| Activity |
Output the data below only from the line containing "I need the junctions" up to and including the line containing "Road topology of", exact and with the pictures left out.

| Raw data |

• • • • •

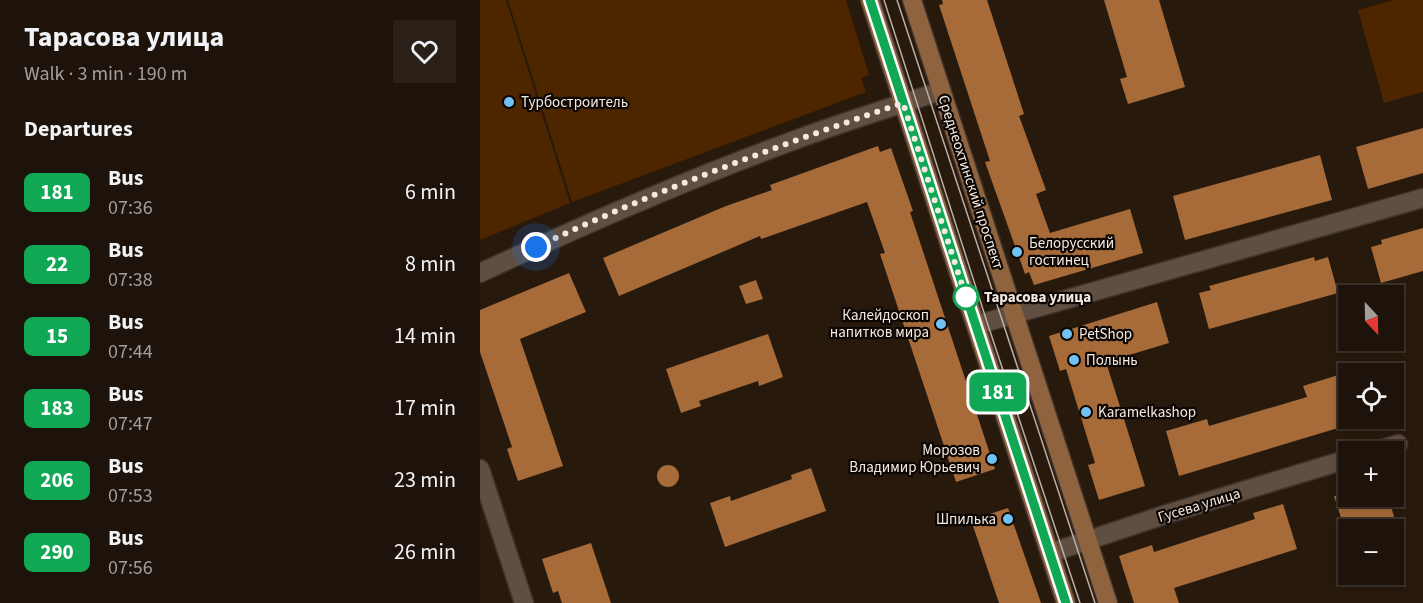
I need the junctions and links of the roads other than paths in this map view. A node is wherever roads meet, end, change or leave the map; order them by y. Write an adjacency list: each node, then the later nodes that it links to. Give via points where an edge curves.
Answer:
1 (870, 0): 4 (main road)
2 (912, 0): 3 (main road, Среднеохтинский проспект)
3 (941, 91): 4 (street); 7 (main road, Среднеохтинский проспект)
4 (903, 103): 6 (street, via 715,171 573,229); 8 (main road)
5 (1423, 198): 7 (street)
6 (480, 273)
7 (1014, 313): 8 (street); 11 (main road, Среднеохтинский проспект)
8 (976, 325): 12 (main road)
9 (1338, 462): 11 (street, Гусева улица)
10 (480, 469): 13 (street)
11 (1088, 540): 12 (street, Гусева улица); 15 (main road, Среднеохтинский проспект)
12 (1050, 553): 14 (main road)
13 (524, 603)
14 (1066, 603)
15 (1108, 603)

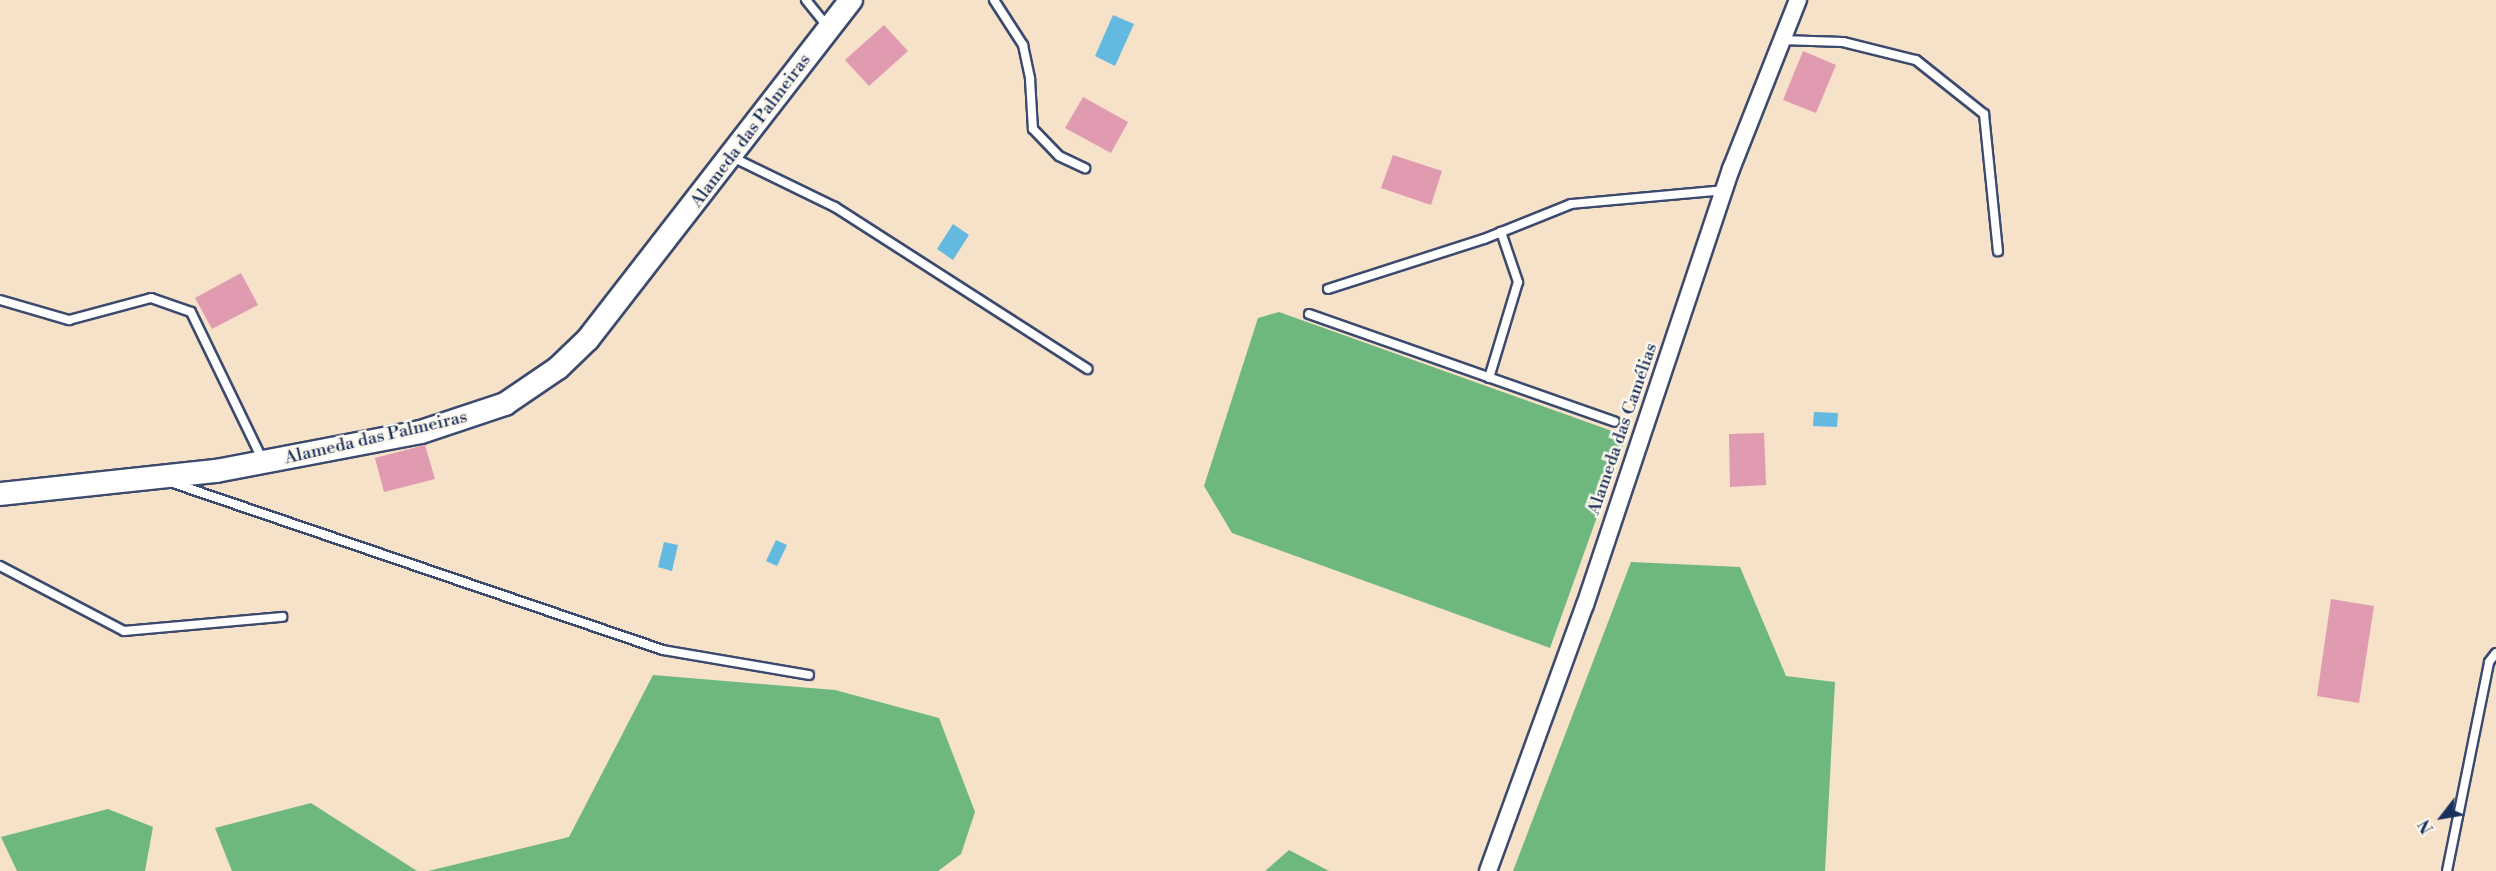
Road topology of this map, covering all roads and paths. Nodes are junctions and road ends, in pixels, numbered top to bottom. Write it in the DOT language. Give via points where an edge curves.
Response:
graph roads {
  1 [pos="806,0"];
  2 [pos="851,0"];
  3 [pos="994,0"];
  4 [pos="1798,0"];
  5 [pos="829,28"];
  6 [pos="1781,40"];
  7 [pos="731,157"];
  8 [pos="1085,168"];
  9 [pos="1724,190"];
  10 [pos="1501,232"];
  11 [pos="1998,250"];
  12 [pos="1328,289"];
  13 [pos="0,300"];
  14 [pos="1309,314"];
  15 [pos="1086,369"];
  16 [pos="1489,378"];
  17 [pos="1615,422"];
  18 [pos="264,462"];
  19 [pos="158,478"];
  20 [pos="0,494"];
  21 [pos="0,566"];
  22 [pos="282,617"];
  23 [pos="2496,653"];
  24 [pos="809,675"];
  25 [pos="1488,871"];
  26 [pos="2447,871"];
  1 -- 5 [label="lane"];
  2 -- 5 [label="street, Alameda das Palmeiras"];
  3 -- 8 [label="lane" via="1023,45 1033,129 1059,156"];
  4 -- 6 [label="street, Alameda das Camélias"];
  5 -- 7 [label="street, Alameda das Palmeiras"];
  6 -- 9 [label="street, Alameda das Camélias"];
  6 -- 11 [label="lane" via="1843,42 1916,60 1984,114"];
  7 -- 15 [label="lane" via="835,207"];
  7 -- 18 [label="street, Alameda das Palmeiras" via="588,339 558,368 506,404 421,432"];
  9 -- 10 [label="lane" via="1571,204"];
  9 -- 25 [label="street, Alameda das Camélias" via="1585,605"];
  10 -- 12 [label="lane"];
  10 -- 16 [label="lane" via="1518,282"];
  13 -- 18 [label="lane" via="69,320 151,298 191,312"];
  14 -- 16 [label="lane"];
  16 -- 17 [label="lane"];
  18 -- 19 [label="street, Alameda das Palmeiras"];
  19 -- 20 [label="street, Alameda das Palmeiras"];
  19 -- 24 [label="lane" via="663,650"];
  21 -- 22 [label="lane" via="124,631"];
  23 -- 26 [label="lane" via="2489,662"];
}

• • • • •

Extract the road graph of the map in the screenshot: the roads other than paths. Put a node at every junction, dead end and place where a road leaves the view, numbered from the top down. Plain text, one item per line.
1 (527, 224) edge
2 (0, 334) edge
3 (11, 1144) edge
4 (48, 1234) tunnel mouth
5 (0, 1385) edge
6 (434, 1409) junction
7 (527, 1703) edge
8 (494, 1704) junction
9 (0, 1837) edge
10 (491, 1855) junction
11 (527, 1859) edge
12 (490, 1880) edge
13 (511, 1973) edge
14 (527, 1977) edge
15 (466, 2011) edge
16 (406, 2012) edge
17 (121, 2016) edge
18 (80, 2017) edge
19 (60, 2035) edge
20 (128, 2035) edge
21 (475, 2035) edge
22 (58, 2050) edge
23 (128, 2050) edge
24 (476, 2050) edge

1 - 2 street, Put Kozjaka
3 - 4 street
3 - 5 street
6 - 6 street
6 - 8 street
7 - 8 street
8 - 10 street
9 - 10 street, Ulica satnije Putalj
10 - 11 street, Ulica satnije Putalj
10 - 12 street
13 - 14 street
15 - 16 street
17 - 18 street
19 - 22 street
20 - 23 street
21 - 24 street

• • • • •

| Exercise output |
I need the junctions and links of the roads other than paths in this map view. A node is wherever roads meet, end, change or leave the map; order them by y. Write an adjacency list: each node, then the later nodes that it links to. Give via points where an edge curves.
Answer:
1 (870, 0): 4 (main road)
2 (912, 0): 3 (main road, Среднеохтинский проспект)
3 (941, 91): 4 (street); 7 (main road, Среднеохтинский проспект)
4 (903, 103): 6 (street, via 715,171 573,229); 8 (main road)
5 (1423, 198): 7 (street)
6 (480, 273)
7 (1014, 313): 8 (street); 11 (main road, Среднеохтинский проспект)
8 (976, 325): 12 (main road)
9 (1338, 462): 11 (street, Гусева улица)
10 (480, 469): 13 (street)
11 (1088, 540): 12 (street, Гусева улица); 15 (main road, Среднеохтинский проспект)
12 (1050, 553): 14 (main road)
13 (524, 603)
14 (1066, 603)
15 (1108, 603)

Road topology of this map, covering all roads and paths. Nodes are junctions and road ends, in pixels, numbered top to bottom. Write it in the DOT language. Give via points where an edge curves.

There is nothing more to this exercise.